What you should do: When the string "nodes" is part of a line in the data below, report the whole line.

Input data:
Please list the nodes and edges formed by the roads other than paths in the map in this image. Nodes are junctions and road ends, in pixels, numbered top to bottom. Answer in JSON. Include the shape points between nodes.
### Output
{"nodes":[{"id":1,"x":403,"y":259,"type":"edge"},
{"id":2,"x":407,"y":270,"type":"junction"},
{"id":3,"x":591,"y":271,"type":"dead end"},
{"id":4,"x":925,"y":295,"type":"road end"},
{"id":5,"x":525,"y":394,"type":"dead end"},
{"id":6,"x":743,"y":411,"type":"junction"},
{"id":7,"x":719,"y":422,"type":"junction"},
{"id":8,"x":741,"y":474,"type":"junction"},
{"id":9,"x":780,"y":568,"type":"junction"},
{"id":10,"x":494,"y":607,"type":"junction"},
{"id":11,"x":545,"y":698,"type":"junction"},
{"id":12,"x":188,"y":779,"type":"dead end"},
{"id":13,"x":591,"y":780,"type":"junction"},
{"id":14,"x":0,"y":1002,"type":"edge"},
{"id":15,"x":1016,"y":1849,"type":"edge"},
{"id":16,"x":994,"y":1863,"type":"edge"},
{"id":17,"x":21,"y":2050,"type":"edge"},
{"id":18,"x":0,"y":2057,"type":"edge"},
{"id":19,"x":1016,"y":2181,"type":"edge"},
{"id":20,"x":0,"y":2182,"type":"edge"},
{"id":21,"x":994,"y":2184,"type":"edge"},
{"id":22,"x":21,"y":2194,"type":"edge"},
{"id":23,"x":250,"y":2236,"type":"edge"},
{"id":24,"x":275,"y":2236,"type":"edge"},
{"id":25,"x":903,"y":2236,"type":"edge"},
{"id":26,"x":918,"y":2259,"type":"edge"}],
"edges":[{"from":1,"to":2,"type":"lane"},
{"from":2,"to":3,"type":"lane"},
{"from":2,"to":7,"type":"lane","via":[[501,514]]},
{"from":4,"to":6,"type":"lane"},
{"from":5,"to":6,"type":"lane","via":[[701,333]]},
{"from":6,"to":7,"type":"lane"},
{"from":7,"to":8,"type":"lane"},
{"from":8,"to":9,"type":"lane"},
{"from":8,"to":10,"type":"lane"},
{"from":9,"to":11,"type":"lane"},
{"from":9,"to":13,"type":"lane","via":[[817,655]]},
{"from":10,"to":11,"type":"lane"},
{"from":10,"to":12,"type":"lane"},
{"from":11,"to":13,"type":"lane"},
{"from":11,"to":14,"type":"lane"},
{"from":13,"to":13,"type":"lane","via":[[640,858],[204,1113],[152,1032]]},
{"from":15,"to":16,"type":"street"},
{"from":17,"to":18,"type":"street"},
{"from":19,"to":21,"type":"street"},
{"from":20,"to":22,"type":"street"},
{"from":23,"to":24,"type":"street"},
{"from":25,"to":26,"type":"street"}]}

Answer box:
Please list the nodes and edges formed by the roads other than paths in the map in this image. Nodes are junctions and road ends, in pixels, numbered top to bottom. Answer in JSON. Include the shape points between nodes.
{"nodes":[{"id":1,"x":403,"y":259,"type":"edge"},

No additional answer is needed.